• **Activity**:
What is needed here is a word-for-word copy of all the entries below.

Stored data entries:
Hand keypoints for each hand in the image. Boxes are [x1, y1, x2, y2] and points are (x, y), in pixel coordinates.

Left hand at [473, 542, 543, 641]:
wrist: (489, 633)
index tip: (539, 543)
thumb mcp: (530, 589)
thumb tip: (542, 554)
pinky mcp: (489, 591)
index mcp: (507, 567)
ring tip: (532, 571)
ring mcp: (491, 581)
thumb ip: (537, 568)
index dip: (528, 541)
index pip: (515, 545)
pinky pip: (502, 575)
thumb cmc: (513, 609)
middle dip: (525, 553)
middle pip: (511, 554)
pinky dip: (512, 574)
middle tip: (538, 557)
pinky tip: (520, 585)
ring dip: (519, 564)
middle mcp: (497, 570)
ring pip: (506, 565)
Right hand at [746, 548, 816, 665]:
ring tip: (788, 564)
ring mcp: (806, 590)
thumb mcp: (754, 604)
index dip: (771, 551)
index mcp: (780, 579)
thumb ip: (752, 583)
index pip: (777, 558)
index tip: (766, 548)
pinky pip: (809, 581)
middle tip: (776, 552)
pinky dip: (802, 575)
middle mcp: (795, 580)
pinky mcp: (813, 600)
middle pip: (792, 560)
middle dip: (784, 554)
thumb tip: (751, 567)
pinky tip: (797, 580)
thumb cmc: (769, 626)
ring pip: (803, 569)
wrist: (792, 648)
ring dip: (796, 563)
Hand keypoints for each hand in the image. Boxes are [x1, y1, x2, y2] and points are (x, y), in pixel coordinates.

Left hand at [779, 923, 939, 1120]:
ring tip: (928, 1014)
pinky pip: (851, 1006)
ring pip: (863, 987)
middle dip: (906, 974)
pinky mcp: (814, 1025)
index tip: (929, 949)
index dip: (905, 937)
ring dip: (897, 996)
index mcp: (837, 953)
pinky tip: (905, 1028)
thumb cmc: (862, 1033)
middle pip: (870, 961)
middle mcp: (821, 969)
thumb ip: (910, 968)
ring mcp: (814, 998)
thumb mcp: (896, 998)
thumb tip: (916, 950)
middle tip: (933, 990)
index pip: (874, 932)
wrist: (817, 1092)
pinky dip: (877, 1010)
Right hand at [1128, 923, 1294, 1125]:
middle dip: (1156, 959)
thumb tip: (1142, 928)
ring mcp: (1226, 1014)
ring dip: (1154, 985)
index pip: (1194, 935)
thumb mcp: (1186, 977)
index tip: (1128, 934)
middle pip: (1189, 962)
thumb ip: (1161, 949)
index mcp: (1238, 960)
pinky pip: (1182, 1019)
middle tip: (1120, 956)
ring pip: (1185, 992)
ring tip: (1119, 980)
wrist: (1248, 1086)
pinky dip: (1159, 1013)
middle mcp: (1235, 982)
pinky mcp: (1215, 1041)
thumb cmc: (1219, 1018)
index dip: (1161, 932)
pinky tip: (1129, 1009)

• **Solution**:
Hand keypoints for each hand in the image. Boxes are [x1, y1, x2, y2] and points are (x, y), in pixel coordinates.

Left hand at [473, 542, 543, 641]:
wrist: (489, 633)
index tip: (539, 543)
thumb mcp: (530, 589)
thumb tip: (542, 554)
pinky mcp: (489, 591)
index mcp: (507, 567)
ring tip: (532, 571)
ring mcp: (491, 581)
thumb ip: (537, 568)
index dip: (528, 541)
index pip: (515, 545)
pinky pip: (502, 575)
thumb cmc: (513, 609)
middle dip: (525, 553)
middle pip: (511, 554)
pinky dip: (512, 574)
middle tip: (538, 557)
pinky tip: (520, 585)
ring dip: (519, 564)
middle mcp: (497, 570)
ring pip: (506, 565)
Right hand at [746, 548, 816, 665]:
ring tip: (788, 564)
ring mcp: (806, 590)
thumb mcp: (754, 604)
index dip: (771, 551)
index mcp: (780, 579)
thumb ip: (752, 583)
index pip: (777, 558)
index tip: (766, 548)
pinky pip: (809, 581)
middle tip: (776, 552)
pinky dip: (802, 575)
middle mcp: (795, 580)
pinky mcp: (813, 600)
middle pip: (792, 560)
middle dip: (784, 554)
thumb tip: (751, 567)
pinky tip: (797, 580)
thumb cmc: (769, 626)
ring pip: (803, 569)
wrist: (792, 648)
ring dip: (796, 563)
Hand keypoints for each hand in the image. Boxes are [x1, y1, x2, y2] and points are (x, y), in pixel coordinates.

Left hand at [779, 923, 939, 1120]:
ring tip: (928, 1014)
pinky pip: (851, 1006)
ring pip: (863, 987)
middle dip: (906, 974)
pinky mcp: (814, 1025)
index tip: (929, 949)
index dip: (905, 937)
ring dip: (897, 996)
index mcp: (837, 953)
pinky tip: (905, 1028)
thumb cmc: (862, 1033)
middle pip: (870, 961)
middle mcp: (821, 969)
thumb ip: (910, 968)
ring mcp: (814, 998)
thumb mcp: (896, 998)
thumb tip: (916, 950)
middle tip: (933, 990)
index pip: (874, 932)
wrist: (817, 1092)
pinky dip: (877, 1010)
Right hand at [1128, 923, 1294, 1125]:
middle dip: (1156, 959)
thumb tip: (1142, 928)
ring mcp: (1226, 1014)
ring dip: (1154, 985)
index pip: (1194, 935)
thumb mcp: (1186, 977)
index tip: (1128, 934)
middle pip: (1189, 962)
thumb ip: (1161, 949)
index mcp: (1238, 960)
pinky pip: (1182, 1019)
middle tip: (1120, 956)
ring pip: (1185, 992)
ring tip: (1119, 980)
wrist: (1248, 1086)
pinky dip: (1159, 1013)
middle mcp: (1235, 982)
pinky mcp: (1215, 1041)
thumb cmc: (1219, 1018)
index dip: (1161, 932)
pinky tip: (1129, 1009)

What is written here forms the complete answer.